The company opened its doors at 41 Pine Street in Manhattan on November 28, 1881, although it had planned to open on December 1, 1881 but change was "necessary by causes which the gentleman interested in the new enterprise hails as a pleasant augury." The first president of the company was Gen. Thomas Hillhouse, who had just resigned as the Assistant Treasurer of the United States in New York City (following eleven years in that position after being appointed by President Ulysses S. Grant in 1870. (Note: The founding trustees of the Trust Company were: Collis P. Huntington, John T. Terry, Morris K. Jesup, A. Gracie King, Isaac Newton Phelps, Darius O. Mills, Thomas Hillhouse, Joseph W. Drexel, Edwards S. Sanford, Frederick D. Tappen, Hugh J. Jewett (president of the Erie Railroad), Parker Handy, Henry E. Pellew, Edwin D. Morgan Jr., James J. Higginson, Oliver Prince Buel, Robert H. Pruyn, Dudley Olcott (president of the Mechanics' and Farmers' Bank of Albany), Freeman Clarke, George A. Hardin, Edward B. Judson, Phineas Prouty, and John F. Slater.) Along with Hillhouse, Walter J. Brittin, formerly Cashier and Chief Clerk of the Sub-Treasury, joined the Trust Company as Secretary, and Frederick D. Tappen, president of the Gallatin National Bank joined as Vice President. Several large investors had approached Hillhouse with large sums of money and he had to place them with the Bank of Commerce, which was chosen as a depositing bank for the Metropolitan. The company had capital of $1,000,000, half of which was paid in and invested in United States bonds and the other half which had been called as of the opening. Hillhouse remained president until his death in July 1897.

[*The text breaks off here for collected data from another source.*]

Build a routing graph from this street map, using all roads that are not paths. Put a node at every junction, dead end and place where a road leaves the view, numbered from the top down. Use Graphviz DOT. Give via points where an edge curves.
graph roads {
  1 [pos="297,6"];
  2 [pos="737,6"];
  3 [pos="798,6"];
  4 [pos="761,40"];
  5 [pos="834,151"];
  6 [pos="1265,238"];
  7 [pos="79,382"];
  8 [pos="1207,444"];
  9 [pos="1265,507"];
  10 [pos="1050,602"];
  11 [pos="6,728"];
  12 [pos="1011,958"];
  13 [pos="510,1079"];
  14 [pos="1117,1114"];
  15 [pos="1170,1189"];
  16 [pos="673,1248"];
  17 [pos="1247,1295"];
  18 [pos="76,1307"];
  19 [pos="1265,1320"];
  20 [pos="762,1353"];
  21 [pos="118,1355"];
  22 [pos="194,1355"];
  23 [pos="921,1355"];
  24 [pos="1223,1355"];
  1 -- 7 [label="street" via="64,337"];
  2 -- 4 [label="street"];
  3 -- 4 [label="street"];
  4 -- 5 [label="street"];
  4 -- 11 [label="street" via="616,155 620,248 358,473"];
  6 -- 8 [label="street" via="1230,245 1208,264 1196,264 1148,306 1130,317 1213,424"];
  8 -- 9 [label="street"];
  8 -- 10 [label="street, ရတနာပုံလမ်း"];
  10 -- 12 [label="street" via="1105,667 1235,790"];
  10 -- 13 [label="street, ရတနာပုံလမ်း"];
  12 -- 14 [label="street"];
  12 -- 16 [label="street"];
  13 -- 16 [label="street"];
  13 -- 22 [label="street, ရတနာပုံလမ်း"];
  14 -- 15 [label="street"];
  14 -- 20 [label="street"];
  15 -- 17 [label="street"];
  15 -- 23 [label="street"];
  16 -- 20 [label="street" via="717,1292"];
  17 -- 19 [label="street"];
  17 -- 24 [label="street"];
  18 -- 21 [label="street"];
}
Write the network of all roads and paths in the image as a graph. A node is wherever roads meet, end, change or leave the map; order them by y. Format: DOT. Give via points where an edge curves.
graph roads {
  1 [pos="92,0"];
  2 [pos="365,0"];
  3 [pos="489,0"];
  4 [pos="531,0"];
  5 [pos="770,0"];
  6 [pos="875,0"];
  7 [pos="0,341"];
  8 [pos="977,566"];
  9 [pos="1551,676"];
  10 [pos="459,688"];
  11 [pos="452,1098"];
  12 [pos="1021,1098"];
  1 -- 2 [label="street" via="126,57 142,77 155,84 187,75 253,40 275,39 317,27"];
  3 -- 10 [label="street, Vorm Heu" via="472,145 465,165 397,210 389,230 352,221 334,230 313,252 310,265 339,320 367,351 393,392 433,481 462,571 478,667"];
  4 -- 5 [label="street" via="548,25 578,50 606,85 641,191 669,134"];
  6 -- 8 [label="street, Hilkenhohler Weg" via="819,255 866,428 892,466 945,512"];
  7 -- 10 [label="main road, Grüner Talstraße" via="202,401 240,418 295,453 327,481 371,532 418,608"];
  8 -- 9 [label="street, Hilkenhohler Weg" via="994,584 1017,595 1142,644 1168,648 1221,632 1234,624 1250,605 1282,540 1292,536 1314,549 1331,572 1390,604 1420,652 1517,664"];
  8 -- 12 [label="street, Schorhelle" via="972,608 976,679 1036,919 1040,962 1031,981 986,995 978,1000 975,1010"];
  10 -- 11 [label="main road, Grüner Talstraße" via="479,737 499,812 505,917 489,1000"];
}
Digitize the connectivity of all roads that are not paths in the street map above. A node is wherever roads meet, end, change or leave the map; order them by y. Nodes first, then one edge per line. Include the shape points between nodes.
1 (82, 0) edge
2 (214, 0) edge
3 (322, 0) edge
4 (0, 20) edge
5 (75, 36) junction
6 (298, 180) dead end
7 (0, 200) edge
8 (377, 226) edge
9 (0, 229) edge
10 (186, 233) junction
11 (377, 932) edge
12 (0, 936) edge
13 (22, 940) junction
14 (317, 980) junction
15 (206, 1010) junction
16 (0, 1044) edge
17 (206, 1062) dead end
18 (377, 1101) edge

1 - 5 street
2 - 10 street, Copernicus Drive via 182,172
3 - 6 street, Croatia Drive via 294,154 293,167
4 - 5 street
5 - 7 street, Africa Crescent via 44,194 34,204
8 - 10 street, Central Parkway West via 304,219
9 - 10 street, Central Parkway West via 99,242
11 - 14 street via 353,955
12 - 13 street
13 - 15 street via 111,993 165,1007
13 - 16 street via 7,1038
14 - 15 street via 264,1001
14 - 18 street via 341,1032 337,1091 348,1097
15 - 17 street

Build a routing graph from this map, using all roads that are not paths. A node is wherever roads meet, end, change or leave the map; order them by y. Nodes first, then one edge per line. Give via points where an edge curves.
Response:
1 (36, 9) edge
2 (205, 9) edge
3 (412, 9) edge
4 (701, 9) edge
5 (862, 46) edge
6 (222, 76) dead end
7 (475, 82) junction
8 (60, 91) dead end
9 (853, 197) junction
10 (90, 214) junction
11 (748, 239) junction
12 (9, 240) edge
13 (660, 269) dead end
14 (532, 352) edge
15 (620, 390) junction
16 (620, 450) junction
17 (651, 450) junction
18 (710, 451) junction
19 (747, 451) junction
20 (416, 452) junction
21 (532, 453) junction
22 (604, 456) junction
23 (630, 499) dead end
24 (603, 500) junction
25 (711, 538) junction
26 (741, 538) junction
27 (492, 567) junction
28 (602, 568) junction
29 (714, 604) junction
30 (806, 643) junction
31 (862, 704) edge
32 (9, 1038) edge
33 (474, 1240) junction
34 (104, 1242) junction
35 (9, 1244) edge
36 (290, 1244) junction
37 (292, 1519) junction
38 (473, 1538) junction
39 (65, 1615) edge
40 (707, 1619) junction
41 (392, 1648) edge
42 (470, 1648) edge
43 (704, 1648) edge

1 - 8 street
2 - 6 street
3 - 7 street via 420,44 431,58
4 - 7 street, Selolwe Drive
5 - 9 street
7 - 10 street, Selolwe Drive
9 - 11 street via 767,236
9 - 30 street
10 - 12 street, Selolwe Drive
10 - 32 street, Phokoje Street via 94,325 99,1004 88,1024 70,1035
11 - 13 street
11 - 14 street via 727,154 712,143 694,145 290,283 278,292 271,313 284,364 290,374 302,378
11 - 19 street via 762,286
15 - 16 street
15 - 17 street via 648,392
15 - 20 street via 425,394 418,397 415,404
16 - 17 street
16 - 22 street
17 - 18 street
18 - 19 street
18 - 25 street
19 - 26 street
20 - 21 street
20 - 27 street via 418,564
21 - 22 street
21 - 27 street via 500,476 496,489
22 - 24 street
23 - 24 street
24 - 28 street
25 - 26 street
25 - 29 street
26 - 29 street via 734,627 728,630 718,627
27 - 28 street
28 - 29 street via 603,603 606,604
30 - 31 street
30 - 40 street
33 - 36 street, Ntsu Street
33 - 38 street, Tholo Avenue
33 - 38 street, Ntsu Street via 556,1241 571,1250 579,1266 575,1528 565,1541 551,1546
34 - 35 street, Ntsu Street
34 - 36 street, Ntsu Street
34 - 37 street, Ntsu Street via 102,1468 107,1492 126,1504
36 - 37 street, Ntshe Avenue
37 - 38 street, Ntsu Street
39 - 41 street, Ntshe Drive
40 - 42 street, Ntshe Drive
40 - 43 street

Following the death of Hillhouse, Brayton Ives became the second president of the Metropolitan Trust Company. Before the Trust Company, Ives had been president of the Western Bank (which had merged with the Bank of Commerce) and president of the Northern Pacific Railway and President of the New York Stock Exchange. (Note: By May 1910, the directors of the Metropolitan Trust Company were: Francis M. Bacon, William L. Bull, William Carpender, Beverly Chew, Thomas DeWitt Cuyler, Henry W. DeForest, Haley Fiske, J. Horace Harding, Erskine Hewitt, Brayton Ives, Lewis Cass Ledyard, Bradley Martin, Frederick T. Martin, Walter E. Maynard, Ogden Mills, E. D. Morgan, Richard Mortimer, John E. Parsons, Charles M. Pratt, Anton A. Raven, Norman B. Ream, George R. Sheldon, J. Edward Simmons, John W. Simpson, Joseph J. Slocum, John T. Terry, George Henry Warren II, and Horace White.) He served as president for fifteen years until his poor health required him to resign in 1912. The presidency remained vacant until April 1914 when George C. Van Tuyl Jr. was elected president and resigned as New York State Superintendent of Banks.

Van Tuyl served as president until 1920. During his tenure, the deposits of the company grew from $27,000,000 to $39,000,000 and was located at 49 Wall Street. Van Tuyl was succeeded by Harold I. Pratt. Pratt's tenure was short-lived, however, as he resigned on September 1, 1921 but stayed on as acting president until his successor was elected. In 1921, Harold B. Thorne, vice president of the Trust Company, announced that Metropolitan was moving from their current office at 60 Wall Street, had taken over the office space of the Liberty branch of the New York Trust Company in the Equitable Building with a fourteen year lease beginning on January 1, 1922. (Note: By December 1921, the directors of the Metropolitan Trust Company were: Theodore C. Camp, William Carpender, Pierre C. Cartier, Beverly Chew, Thomas DeWitt Cuyler, Cornelius Eldert, Haley Fiske, Harold Herrick, Erskine Hewitt, Arthur A. Houghton, Henry W. Marsh, Raymond T. Marshall, Bradley Martin, Walter E. Maynard, Ogden Mills, Charles W. Ogden, Herbert Parsons, Harold I. Pratt, William Ross Proctor, Cornelius A. Pugsley, Joseph J. Slocum, Harold B. Thorne, Alfred P. Walker, and Joseph Walker Jr.) In December 1921, the company moved approximately $1,000,000 in securities, gold and currency from their old office to the new office at 120 Broadway.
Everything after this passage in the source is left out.